Dopo l’atterraggio possono esserci ancora formalità. Dipendono da paese di provenienza, destinazione e tipo di viaggio. Controlli documentali o veterinari possono avvenire prima di lasciare del tutto l’aeroporto, quindi passaporto, certificati e altri documenti devono restare a portata. Non pianificare un trasferimento terrestre troppo stretto se sono possibili controlli aggiuntivi.
Il tragitto verso l’alloggio dovrebbe essere il più semplice possibile. Prenotando transfer, taxi, auto o trasporto pubblico verifica prima che il cane possa usarli secondo le regole. Dopo diverse ore di viaggio non è una buona idea aggiungere altre tappe solo per iniziare subito a fare turismo. Se possibile, il primo giorno dovrebbe avere un programma più leggero.
Anche l’alloggio funziona così. “Pet friendly” non significa sempre libertà totale. La struttura può limitare taglia o numero di animali, applicare supplementi o vietare di lasciare il cane solo in camera. Dopo il primo volo è particolarmente utile un posto da cui sia facile uscire per una breve passeggiata. La prima sera dovrebbe servire al recupero e al ritorno alla routine.

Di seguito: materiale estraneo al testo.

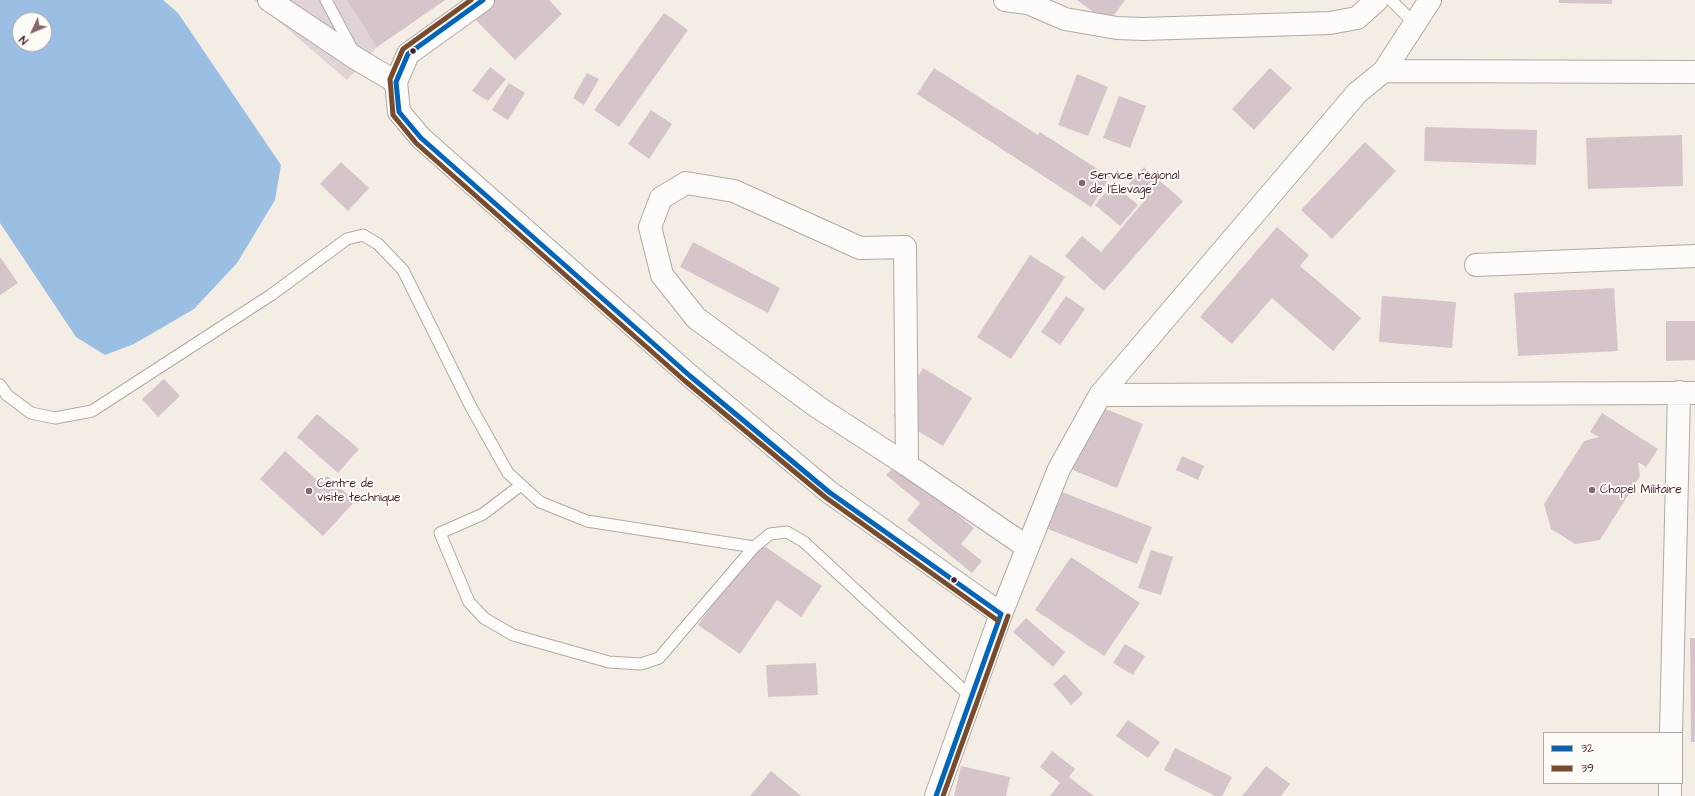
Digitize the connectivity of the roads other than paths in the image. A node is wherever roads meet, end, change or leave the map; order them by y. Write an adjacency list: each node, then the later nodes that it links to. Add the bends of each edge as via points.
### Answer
1 (268, 0): 9 (street)
2 (326, 0): 9 (lane)
3 (484, 0): 12 (street, via 408,54)
4 (1005, 0): 5 (street, via 1028,3 1066,19 1117,28 1143,29 1330,23 1357,18)
5 (1378, 0)
6 (1391, 0): 8 (lane)
7 (1430, 0): 8 (street)
8 (1415, 24): 10 (street)
9 (357, 59): 12 (street)
10 (1384, 71): 11 (street); 17 (street, via 1357,94)
11 (1695, 72)
12 (396, 82): 22 (street, via 399,112 420,138 666,355 829,492)
13 (1695, 256): 14 (street)
14 (1476, 265)
15 (0, 385): 19 (lane, via 7,395 31,413 55,418 92,411 271,295 347,239 363,236 378,244 403,270 475,413 508,473)
16 (1687, 393): 17 (street); 24 (street)
17 (1100, 395): 20 (street, via 1059,469)
18 (907, 465): 18 (street, via 819,408 696,318 662,275 650,227 660,198 686,183 734,191 860,248 905,247); 20 (street)
19 (521, 485): 21 (lane, via 540,502 587,521); 21 (lane, via 483,514 440,533 469,602 484,618 513,635 609,662 641,664 659,658)
20 (1027, 547): 22 (street)
21 (754, 548): 23 (lane, via 770,534 787,532 804,542)
22 (1001, 614): 23 (street)
23 (971, 697): 26 (street)
24 (1671, 732)
25 (1670, 784): 27 (street)
26 (936, 796)
27 (1670, 796)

Dopo qualche ora, e di nuovo il giorno seguente, valuta l’intero viaggio. Annota per quanto tempo il cane è rimasto tranquillo nel trasportino, quando è comparsa tensione, come ha affrontato terminal, decollo, arrivo e trasferimento e quanto rapidamente è tornato normale. Queste osservazioni sono molto più utili prima del prossimo viaggio di dire semplicemente che “ce l’ha fatta”. Un cane che resta fortemente stressato a lungo può aver bisogno di preparazione, rotta o mezzo diversi.
Il primo volo può essere riassunto in dodici passaggi:
- valutare salute del cane e reazione al trasporto;
- scegliere la rotta più semplice possibile;
- verificare se può viaggiare in cabina, stiva o cargo;
- confermare il posto dell’animale prima di finalizzare il viaggio;
- controllare i documenti pensando anche al rientro nell’UE;
- adattare il trasportino al cane e alle regole della compagnia;
- abituare il cane a chiusura e movimento;
- risolvere con il veterinario salute, farmaci e alimentazione quando necessario;
- preparare documenti e attrezzatura base nel bagaglio a mano;
- arrivare in aeroporto secondo la procedura per animali;
- dopo l’atterraggio offrire acqua, passeggiata e riposo tranquillo;
- dopo il viaggio valutare cosa cambiare prima del volo successivo.
Il successo del primo volo non significa soltanto che cane e proprietario hanno raggiunto la destinazione. Un viaggio ben preparato è quello dopo il quale l’animale torna relativamente presto al comportamento abituale e il proprietario sa quali parti del piano hanno funzionato e se un prossimo volo sarà davvero una scelta sensata. A volte la prima esperienza dimostrerà che altri viaggi aerei non sono un grande problema. In altri casi, la conclusione migliore sarà scegliere auto, treno o affidare il cane a qualcuno. Anche questo è un buon risultato di una preparazione basata sui bisogni dell’animale.